Sunday, October 27, 2019

How do you get Threaddumps and Heapdumps for Java applications running in Cloud Foundry ??

You Cannot.!!  You have hit a classical pain point due to the Java Buildpack using a JRE and not a full JDK .

So the issue is that you cannot cf ssh into the container in PCF and use the jcmd command to trigger a java threaddump. The classical way of resolving high CPU is to take three such threaddumps 30 seconds apart and check to see the threads that are stuck, ones that are not moving or contending on locks or deadlocks etc. You pair this with CPU Profiling information in the VM

NOT able to take a threaddump in PCF is frustrating. WAS/Weblogic had excellent support for getting these artifacts via must-gathers.

So what can you do ? 
You cannot invoke the /threaddump actuator endpoint because that does not provide nearly as much info as a classical threaddump will provide. 

Again this is a problem that anyone who wants to use the JDK tools in an app in PCF faces. Like for instance we want to run the javac command inside the app in PCF. We simply can't due to the above mentioned issue. 
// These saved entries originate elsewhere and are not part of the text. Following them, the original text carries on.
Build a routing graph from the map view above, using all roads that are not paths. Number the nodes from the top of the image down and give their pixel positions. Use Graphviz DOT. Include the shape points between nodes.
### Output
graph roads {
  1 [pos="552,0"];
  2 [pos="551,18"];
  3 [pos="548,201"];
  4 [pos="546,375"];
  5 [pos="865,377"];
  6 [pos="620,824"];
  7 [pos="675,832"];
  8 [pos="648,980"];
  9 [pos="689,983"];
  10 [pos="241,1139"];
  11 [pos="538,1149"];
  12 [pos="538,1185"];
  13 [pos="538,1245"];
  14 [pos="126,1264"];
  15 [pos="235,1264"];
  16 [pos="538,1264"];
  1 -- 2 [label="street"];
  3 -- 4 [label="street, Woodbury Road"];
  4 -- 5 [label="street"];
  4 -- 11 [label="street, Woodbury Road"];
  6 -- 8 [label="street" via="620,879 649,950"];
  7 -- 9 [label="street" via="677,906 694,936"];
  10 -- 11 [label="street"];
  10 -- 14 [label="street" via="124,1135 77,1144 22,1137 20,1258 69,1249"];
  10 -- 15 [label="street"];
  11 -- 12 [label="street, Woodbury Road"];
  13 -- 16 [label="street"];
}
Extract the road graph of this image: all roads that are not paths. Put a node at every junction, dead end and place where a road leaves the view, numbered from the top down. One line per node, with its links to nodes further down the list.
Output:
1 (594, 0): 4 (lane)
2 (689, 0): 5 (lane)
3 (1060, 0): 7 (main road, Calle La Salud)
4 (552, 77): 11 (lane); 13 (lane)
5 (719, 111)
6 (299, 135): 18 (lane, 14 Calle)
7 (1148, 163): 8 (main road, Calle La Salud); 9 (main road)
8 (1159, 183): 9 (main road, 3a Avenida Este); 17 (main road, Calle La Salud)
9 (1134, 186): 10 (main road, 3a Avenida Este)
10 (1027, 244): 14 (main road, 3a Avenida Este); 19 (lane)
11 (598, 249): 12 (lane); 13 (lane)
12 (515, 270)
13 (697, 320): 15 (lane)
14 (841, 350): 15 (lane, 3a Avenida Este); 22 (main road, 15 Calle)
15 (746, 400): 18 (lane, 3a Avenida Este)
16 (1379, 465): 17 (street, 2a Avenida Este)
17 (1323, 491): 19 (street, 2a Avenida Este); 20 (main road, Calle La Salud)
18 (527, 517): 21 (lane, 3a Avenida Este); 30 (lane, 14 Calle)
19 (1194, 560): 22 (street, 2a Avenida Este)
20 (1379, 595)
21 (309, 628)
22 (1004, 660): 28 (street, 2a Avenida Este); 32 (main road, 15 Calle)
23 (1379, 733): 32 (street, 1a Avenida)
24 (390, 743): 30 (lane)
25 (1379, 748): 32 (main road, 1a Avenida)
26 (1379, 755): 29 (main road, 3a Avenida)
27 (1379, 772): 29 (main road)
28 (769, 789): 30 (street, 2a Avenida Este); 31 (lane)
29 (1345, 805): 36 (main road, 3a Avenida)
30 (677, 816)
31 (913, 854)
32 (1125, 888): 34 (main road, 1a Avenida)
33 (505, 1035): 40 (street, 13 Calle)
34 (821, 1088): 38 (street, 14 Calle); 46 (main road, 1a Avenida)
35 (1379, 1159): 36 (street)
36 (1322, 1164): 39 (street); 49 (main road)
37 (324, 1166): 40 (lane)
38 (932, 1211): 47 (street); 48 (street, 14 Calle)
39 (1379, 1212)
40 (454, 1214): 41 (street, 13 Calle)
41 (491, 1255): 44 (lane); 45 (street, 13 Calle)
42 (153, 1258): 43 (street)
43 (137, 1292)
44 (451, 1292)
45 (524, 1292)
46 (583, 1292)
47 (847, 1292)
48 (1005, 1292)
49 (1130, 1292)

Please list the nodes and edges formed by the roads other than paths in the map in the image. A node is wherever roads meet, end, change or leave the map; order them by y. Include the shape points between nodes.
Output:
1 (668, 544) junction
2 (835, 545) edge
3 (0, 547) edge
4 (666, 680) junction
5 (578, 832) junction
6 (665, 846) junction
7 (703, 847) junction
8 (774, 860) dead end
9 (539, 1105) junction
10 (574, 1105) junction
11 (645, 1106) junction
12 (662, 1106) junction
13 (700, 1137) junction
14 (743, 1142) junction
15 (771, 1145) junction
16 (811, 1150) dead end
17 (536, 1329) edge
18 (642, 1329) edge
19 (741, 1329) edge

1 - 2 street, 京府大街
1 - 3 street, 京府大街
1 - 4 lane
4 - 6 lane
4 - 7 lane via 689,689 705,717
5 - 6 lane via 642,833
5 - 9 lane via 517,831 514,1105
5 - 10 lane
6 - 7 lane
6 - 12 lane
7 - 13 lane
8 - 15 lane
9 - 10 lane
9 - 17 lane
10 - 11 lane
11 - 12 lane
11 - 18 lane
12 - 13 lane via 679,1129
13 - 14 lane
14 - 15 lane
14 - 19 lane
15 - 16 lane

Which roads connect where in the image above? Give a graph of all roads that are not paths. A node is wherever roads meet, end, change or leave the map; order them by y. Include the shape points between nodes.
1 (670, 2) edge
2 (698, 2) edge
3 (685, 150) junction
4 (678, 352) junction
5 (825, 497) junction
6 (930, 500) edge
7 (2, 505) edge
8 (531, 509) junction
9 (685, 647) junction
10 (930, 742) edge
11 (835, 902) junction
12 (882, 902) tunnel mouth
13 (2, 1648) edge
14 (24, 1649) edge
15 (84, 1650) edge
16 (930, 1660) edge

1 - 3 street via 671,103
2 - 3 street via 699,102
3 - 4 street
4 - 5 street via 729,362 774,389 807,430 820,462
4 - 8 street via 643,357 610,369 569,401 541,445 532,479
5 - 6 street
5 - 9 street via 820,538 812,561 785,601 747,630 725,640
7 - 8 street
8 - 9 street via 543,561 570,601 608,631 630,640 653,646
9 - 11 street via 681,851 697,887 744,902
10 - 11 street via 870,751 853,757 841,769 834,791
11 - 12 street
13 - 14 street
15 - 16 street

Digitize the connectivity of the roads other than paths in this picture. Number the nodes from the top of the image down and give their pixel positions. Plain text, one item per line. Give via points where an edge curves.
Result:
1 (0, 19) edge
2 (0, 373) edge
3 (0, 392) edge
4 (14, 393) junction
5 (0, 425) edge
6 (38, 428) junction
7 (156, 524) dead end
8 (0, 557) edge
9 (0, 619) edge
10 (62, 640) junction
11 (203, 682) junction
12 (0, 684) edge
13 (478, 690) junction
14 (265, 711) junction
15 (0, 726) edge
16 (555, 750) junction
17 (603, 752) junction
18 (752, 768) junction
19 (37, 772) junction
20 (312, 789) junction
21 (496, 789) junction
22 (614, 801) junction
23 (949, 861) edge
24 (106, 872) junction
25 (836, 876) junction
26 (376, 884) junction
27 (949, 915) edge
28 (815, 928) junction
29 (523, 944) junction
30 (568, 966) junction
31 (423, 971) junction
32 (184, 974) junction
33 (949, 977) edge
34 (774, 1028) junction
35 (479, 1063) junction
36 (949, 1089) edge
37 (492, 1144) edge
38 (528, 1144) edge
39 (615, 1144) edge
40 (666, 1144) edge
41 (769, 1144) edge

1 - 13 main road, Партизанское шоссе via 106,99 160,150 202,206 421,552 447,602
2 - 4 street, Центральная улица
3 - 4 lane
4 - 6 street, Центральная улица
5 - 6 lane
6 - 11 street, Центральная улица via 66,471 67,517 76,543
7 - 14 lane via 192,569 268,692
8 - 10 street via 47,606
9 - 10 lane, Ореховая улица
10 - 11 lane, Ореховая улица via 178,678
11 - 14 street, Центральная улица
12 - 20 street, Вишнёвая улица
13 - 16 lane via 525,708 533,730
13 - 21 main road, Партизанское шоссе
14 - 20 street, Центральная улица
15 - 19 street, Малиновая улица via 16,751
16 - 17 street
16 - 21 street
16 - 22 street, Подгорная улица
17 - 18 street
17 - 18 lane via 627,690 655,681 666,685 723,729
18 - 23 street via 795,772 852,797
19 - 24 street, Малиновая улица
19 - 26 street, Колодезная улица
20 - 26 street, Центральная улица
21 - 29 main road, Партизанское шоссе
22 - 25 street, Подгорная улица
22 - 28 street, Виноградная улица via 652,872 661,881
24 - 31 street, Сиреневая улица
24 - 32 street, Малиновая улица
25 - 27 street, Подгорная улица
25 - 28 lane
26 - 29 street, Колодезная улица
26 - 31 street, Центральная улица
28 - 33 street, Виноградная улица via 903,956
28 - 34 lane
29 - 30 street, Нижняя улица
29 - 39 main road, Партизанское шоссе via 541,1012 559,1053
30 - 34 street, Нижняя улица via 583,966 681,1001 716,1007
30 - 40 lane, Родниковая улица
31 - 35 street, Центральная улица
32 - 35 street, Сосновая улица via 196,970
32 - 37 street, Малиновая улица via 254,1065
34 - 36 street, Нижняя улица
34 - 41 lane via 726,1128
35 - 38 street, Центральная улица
OK So what can be done ... 
A one time custom java buildpack is created rebased on an Open full JDK and not a JRE. This is not sustainable in the long term.  You will need to restage the app with this custom Full JDK Java buildpack. 
- The JDK tooling (jcmd, jmap and other command line tools) have to be trojan horsed into the app via a side-car container or something like a pcfshell https://github.com/tfynes-pivotal/pcfshell or the app has to carry the executable with it. 
- Another option is that app itself carries a /threaddump endpoint via a spring boot actuator although if the app is dying due to OOM or high CPU this seldom works
- If the app is crashing due to an OOM it writes out a histogram and a cause of failure. In such a case enable verbose GC logging to stdout so that you can collect and visualize the GC logs and 2. you can configure a persistent volume bind for the Java buildpack to write the core file to a persistent volume oom-killer  jre-docs
Existence of a single bound Volume Service will result in Terminal heap dumps being written.
- Use flame graphs in PCF to debug high CPU. This requires some investigation.